Although it's generally admitted that many anarchists met their ends at various concentration camps, it's almost impossible to find anything more than that. Why is this? Is it some kind of implicit and unspoken agreement that the murder of the anarchists was justified or unimportant? I can't find any information anywhere. I can't imagine they'd be unrecorded.


Death Toll Numbers

This sentence in the lede:

Taking into account all of the Holocaust victims, the death toll rises considerably. Estimates generally place the number of these victims between three and five million people.

was the exact same sentence, except for a numbers change, that appears in the main Holocaust article. In THIS article, however, it is confusing, because there is no prior mention of "death toll" in the preceding lines, and no prior estimate of the exclusively Jewish death toll. Since this article deals with ALL the victims of the Nazis, I have reworded the sentence to better reflect the cited source, which deals not only with victims of the extermination camps, but also other deaths. I’ve also added more sources that support the numbers I provided. Grumpy otter 12:36, 1 December 2007 (UTC)[reply]

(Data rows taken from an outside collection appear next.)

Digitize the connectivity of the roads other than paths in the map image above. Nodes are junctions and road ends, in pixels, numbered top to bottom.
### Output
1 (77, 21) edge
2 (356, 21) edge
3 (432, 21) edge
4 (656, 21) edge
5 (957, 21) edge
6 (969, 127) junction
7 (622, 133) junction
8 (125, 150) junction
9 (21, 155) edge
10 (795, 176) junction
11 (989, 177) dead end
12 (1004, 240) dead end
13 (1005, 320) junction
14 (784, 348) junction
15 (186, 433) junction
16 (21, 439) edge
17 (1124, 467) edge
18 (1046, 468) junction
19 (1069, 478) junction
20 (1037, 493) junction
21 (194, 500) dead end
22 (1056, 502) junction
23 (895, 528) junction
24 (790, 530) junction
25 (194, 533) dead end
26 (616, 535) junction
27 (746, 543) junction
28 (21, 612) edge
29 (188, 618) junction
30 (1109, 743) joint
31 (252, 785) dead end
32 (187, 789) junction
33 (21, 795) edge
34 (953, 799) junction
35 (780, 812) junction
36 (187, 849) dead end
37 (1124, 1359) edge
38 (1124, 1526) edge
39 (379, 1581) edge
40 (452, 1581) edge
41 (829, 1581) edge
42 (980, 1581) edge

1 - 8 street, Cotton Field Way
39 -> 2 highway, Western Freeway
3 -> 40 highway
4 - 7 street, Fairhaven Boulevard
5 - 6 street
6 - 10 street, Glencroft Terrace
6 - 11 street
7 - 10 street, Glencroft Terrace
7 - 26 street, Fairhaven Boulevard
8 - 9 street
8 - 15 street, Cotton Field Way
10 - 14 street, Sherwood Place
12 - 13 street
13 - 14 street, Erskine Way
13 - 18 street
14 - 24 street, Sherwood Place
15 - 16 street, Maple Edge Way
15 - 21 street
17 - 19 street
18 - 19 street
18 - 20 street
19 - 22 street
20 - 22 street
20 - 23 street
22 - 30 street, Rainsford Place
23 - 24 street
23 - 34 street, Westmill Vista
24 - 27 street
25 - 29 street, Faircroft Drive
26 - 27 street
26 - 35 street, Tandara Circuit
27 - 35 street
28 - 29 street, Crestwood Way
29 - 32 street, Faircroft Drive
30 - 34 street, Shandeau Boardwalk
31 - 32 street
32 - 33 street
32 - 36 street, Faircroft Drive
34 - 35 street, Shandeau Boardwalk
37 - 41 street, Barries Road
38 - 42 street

This sentence seems to imply that 37 + 6 = 40:

...Nazis systematically killed an estimated 6 million Jews and were responsible for an estimated 37 million additional deaths during the war. Donald Niewyk suggests that the broadest definition, including Soviet civilian deaths, would produce a death toll of 40 million people killed.

The Romani Section

I tried to discover who had written this sentence in the Romani section, but I could not figure out an easy way of searching--anyway, my comment/question is in regard to this sentence:

Hitler's campaign of genocide against the Romani population of Europe involved a particularly bizarre application of Nazi "racial hygiene".

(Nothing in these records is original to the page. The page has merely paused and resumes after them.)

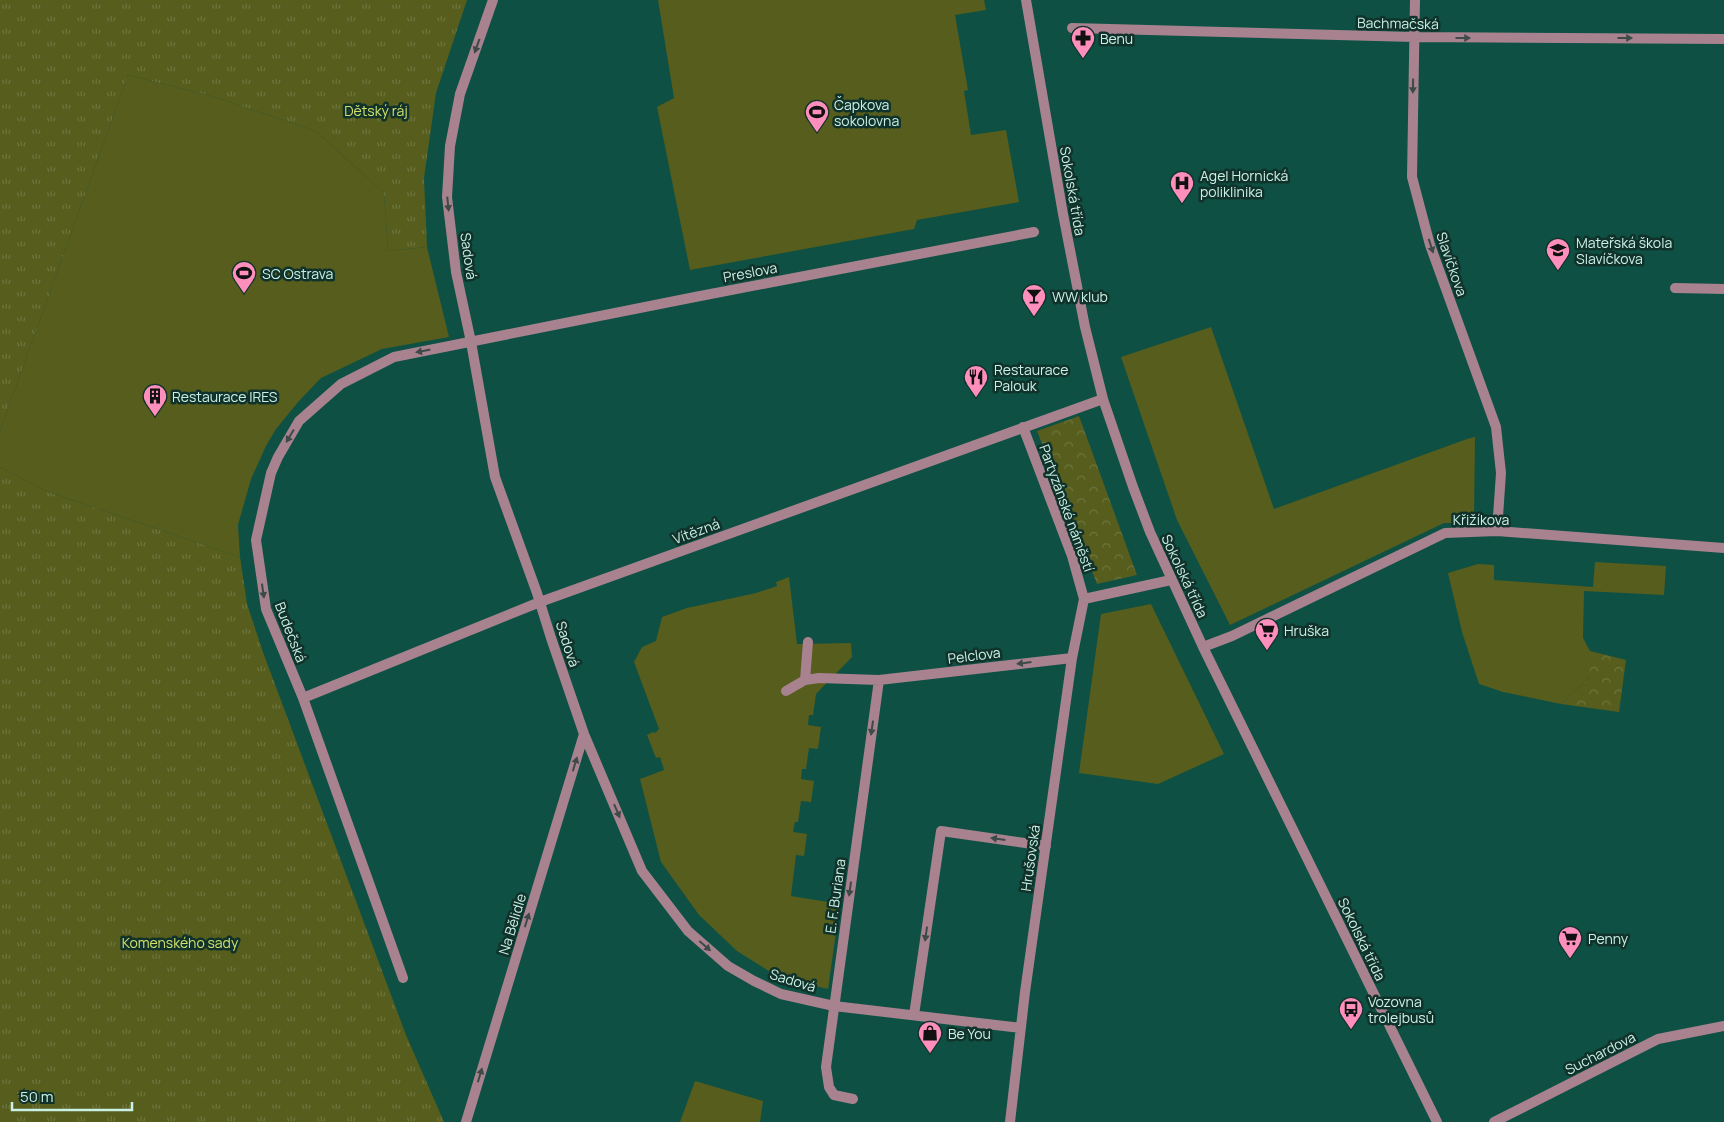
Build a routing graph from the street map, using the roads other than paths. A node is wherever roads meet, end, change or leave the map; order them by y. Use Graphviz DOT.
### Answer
graph roads {
  1 [pos="493,0"];
  2 [pos="1026,0"];
  3 [pos="1415,0"];
  4 [pos="1072,28"];
  5 [pos="1414,37"];
  6 [pos="1724,38"];
  7 [pos="1034,232"];
  8 [pos="1675,288"];
  9 [pos="1724,289"];
  10 [pos="471,342"];
  11 [pos="1103,399"];
  12 [pos="1023,427"];
  13 [pos="1497,531"];
  14 [pos="1724,548"];
  15 [pos="1171,580"];
  16 [pos="1084,599"];
  17 [pos="540,602"];
  18 [pos="808,642"];
  19 [pos="1203,647"];
  20 [pos="1072,658"];
  21 [pos="804,680"];
  22 [pos="879,680"];
  23 [pos="786,691"];
  24 [pos="303,698"];
  25 [pos="584,734"];
  26 [pos="1046,846"];
  27 [pos="403,978"];
  28 [pos="834,1006"];
  29 [pos="914,1015"];
  30 [pos="1724,1026"];
  31 [pos="1021,1028"];
  32 [pos="853,1099"];
  33 [pos="466,1122"];
  34 [pos="1010,1122"];
  35 [pos="1437,1122"];
  36 [pos="1494,1122"];
  1 -- 10 [label="street, Sadová, one-way"];
  2 -- 11 [label="street, Sokolská třída"];
  3 -- 5 [label="street, Slavíčkova"];
  4 -- 5 [label="street, Bachmačská"];
  5 -- 6 [label="street, Bachmačská, one-way"];
  5 -- 13 [label="street, Slavíčkova, one-way"];
  7 -- 10 [label="street, Preslova"];
  8 -- 9 [label="street"];
  10 -- 17 [label="street, Sadová"];
  10 -- 24 [label="street, Budečská, one-way"];
  11 -- 12 [label="street, Vítězná"];
  11 -- 15 [label="street, Sokolská třída"];
  12 -- 16 [label="street, Partyzánské náměstí"];
  12 -- 17 [label="street, Vítězná"];
  13 -- 14 [label="street, Křižíkova"];
  13 -- 19 [label="street, Křižíkova"];
  15 -- 16 [label="street"];
  15 -- 19 [label="street, Sokolská třída"];
  16 -- 20 [label="street, Hrušovská"];
  17 -- 24 [label="street, Vítězná"];
  17 -- 25 [label="street, Sadová"];
  18 -- 21 [label="street"];
  19 -- 35 [label="street, Sokolská třída"];
  20 -- 22 [label="street, Pelclova, one-way"];
  20 -- 26 [label="street, Hrušovská"];
  21 -- 22 [label="street"];
  21 -- 23 [label="street"];
  22 -- 28 [label="street, E. F. Buriana, one-way"];
  24 -- 27 [label="street, Budečská"];
  25 -- 28 [label="street, Sadová, one-way"];
  33 -- 25 [label="street, Na Bělidle, one-way"];
  26 -- 29 [label="street, one-way"];
  26 -- 31 [label="street, Hrušovská"];
  28 -- 29 [label="street, Sadová"];
  28 -- 32 [label="street, E. F. Buriana"];
  29 -- 31 [label="street, Sadová"];
  30 -- 36 [label="street, Suchardova"];
  31 -- 34 [label="street, Hrušovská"];
}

The "particularly bizarre" part is intriguing, but the section does not explain why the Romani genocide was unique. Does anyone know? I'd like the author or someone else to expand on this idea.

Grumpy otter 13:22, 30 November 2007 (UTC)[reply]


Reasons

I just drew a line between the racial and political reasons. I guess it's an important thing, especially since the definition of genocide. --HanzoHattori 22:58, 16 January 2007 (UTC)[reply]

Catholic victims

I read once that a huge number of Catholics were executed in the camps. Comments?--Filll 05:23, 29 January 2007 (UTC)[reply]

Hitler was, for the most part, anti-Catholic. The Nazi paper Das Schwarze Korps ran many articles mocking Catholicism and the Pope. Hitler rennounced Catholicism and seemed to support Protestantism and "freethinking" Christianity. Whether intentional or not, many Catholics were indeed killed in the Holocaust. Catholic clergy members were often sent to internment camps. Catholic Poles were also common victims of the Holocaust. -- Callmarcus 26 April 2007

Regardless of whether it was genocide or not, it's disgraceful that there's not even a mention of the millions of Catholics killed.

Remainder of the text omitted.